Former Pakistani Prime Minister and opposition leader Benizir Bhutto was assassinated this morning by a lone gunman/suicide bomber. At this point (around 1:30 EST) the estimated death count is over twenty. This is shocking, and in retrospect surprising that it was so shocking. The immediate open question is not whether this will result in a chaotic, destabilized Pakistan but the extent of the damage and how far it will spread.
I fear for the world my daughters are growing up in.
A few links.
The NY Times story.
Firedoglake and Texas Liberal both have posts including lots of in-country links. Based on that and other searching, the following are recommended:
Paki.fm
The Pakistani Spectator
All Things Pakistan
Council on Foreign Relations has a quick if obvious piece up about what's next.
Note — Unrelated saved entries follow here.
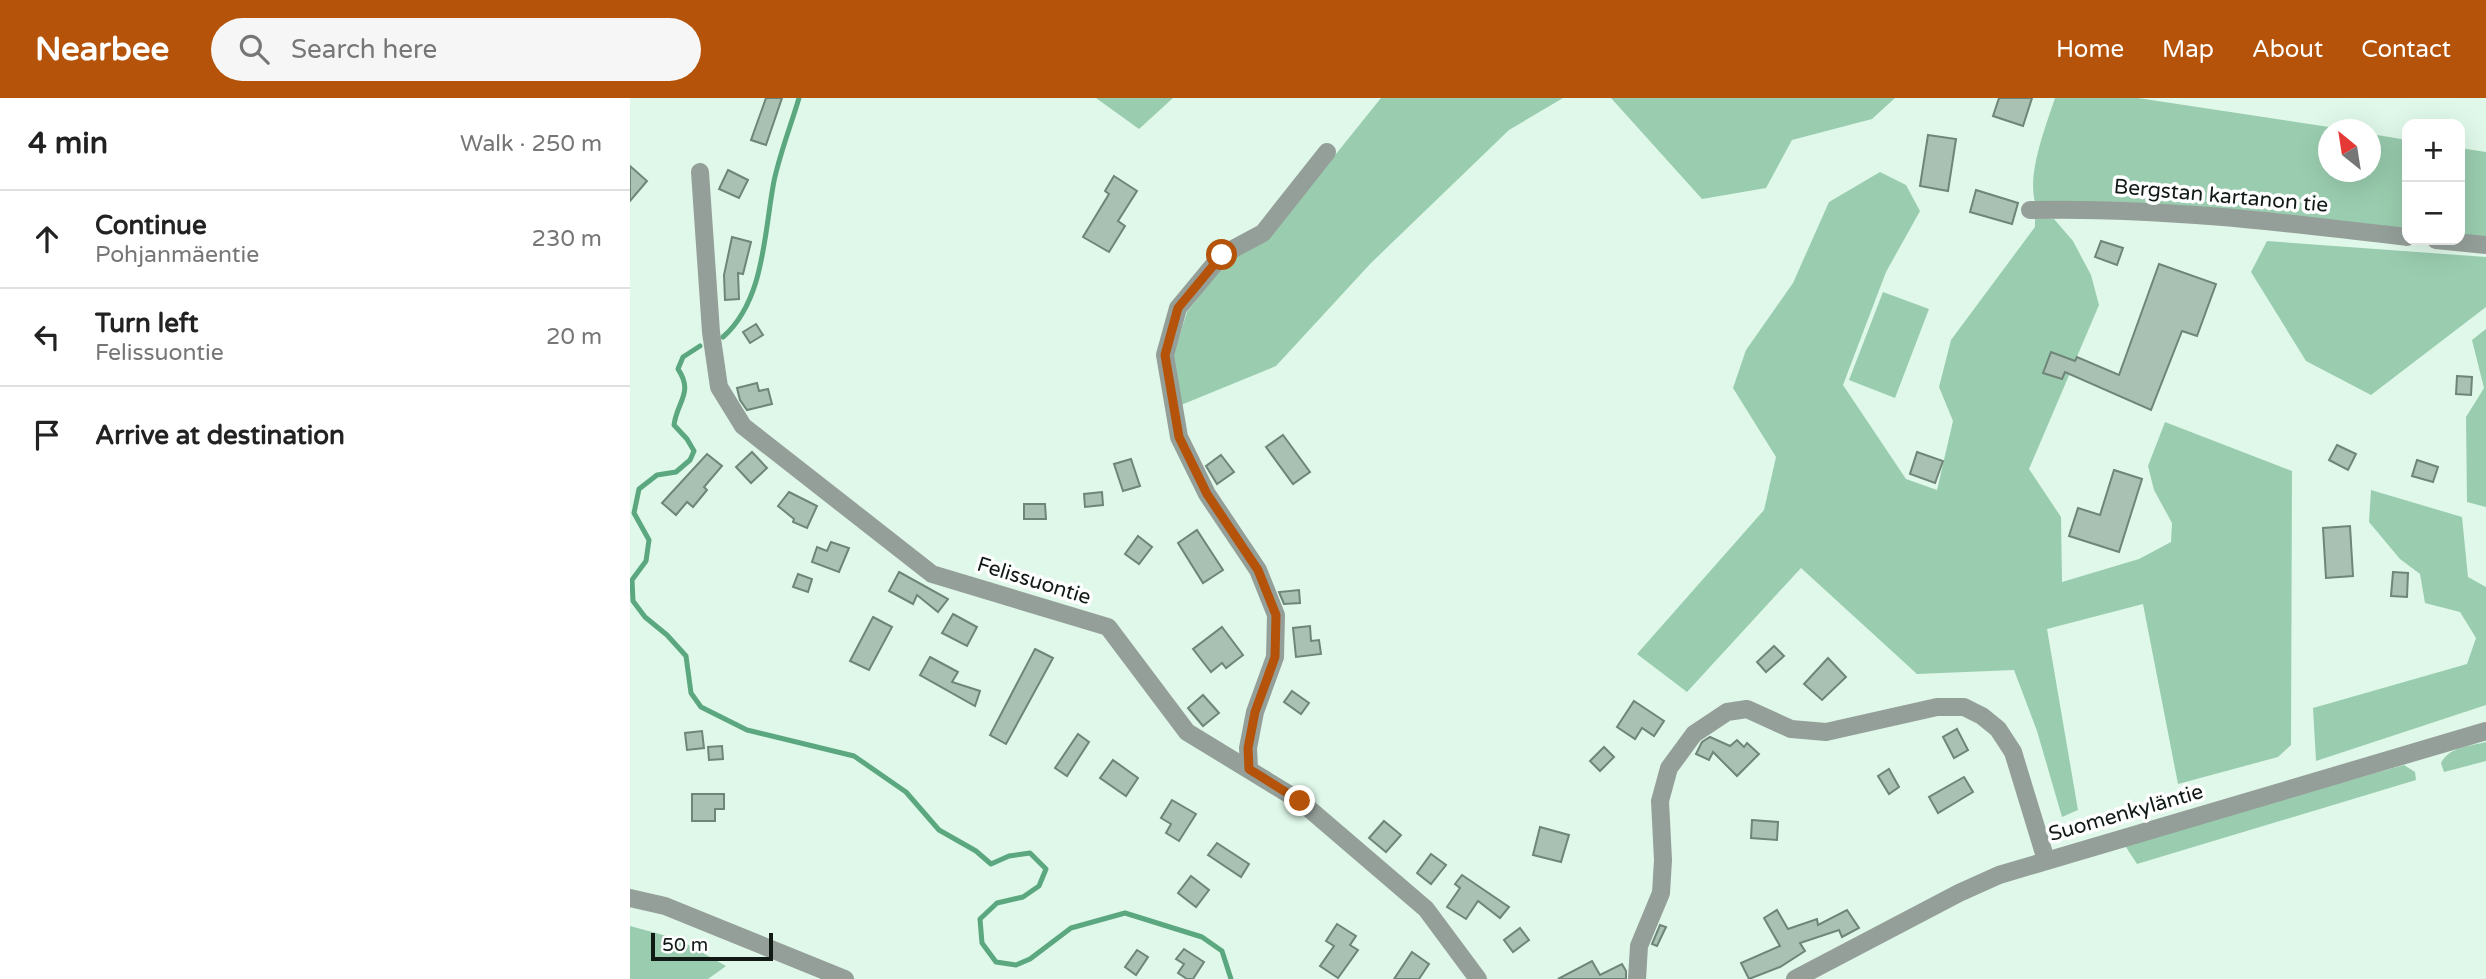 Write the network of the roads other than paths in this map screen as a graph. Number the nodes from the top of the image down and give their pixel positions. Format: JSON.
{"nodes":[{"id":1,"x":1327,"y":152,"type":"dead end"},
{"id":2,"x":700,"y":172,"type":"dead end"},
{"id":3,"x":2030,"y":210,"type":"dead end"},
{"id":4,"x":2402,"y":236,"type":"edge"},
{"id":5,"x":2465,"y":244,"type":"edge"},
{"id":6,"x":2486,"y":246,"type":"edge"},
{"id":7,"x":2486,"y":731,"type":"edge"},
{"id":8,"x":1249,"y":769,"type":"junction"},
{"id":9,"x":2046,"y":860,"type":"junction"},
{"id":10,"x":630,"y":898,"type":"edge"},
{"id":11,"x":845,"y":979,"type":"edge"},
{"id":12,"x":1478,"y":979,"type":"edge"},
{"id":13,"x":1637,"y":979,"type":"edge"},
{"id":14,"x":1795,"y":979,"type":"edge"}],
"edges":[{"from":1,"to":8,"type":"street"},
{"from":2,"to":8,"type":"street","name":"Felissuontie"},
{"from":3,"to":4,"type":"street","name":"Bergstan kartanon tie"},
{"from":5,"to":6,"type":"street"},
{"from":7,"to":9,"type":"street","name":"Suomenkyläntie"},
{"from":8,"to":12,"type":"street","name":"Felissuontie"},
{"from":9,"to":13,"type":"street"},
{"from":9,"to":14,"type":"street","name":"Suomenkyläntie"},
{"from":10,"to":11,"type":"street"}]}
Lots of blog reaction and more to come, no doubt. So far I agree most with this piece in Moderate Voice about the contributing negligence of G.W. Bush. The U.S. is locked in a partnership with Musharraff in which his relative power waxes and wanes inversely with U.S. credibility in the Middle East. Bush's entire term has been devoted to squandering American power, hard and especially soft. Whether Musharraff was directly complicit or merely incompetent in fighting the extremists in his midst may never be known. But certainly U.S. weakness has made this sort of thing far more likely.
Lots of reaction on Counterterrorism Blog, including news that NRO just concluded a symposium on the assassination. Not that the conservative punditocracy is rushing its analysis or anything.
TPM's Must Read quotes a south Asia expert who opines that the U.S. strategy is "in tatters." (h/t Yglesias).
Finally, I learned about the tragedy within an hour of the AP posting their story. By that time Bhutto's Wikipedia entry had been updated with the news. Who thinks of these things?
RIP, JOHN OLESKY
6 months ago
2 comments:
Interesting that only the conservatives are rushing their analysis... something that The Nation, firedoglake, or TPM would never do...
Snark aside, everybody is rushing their analysis, becuase it's such a huge story.
And the tragedy of huge stories is that the immediate loss of Ms. Bhutto to her family gets tossed aside in the geo-political shuffle.
Any major event that happens is on Wikipedia right away. I also wonder who sits around and tries to be the first to update a particular Wikipedia entry.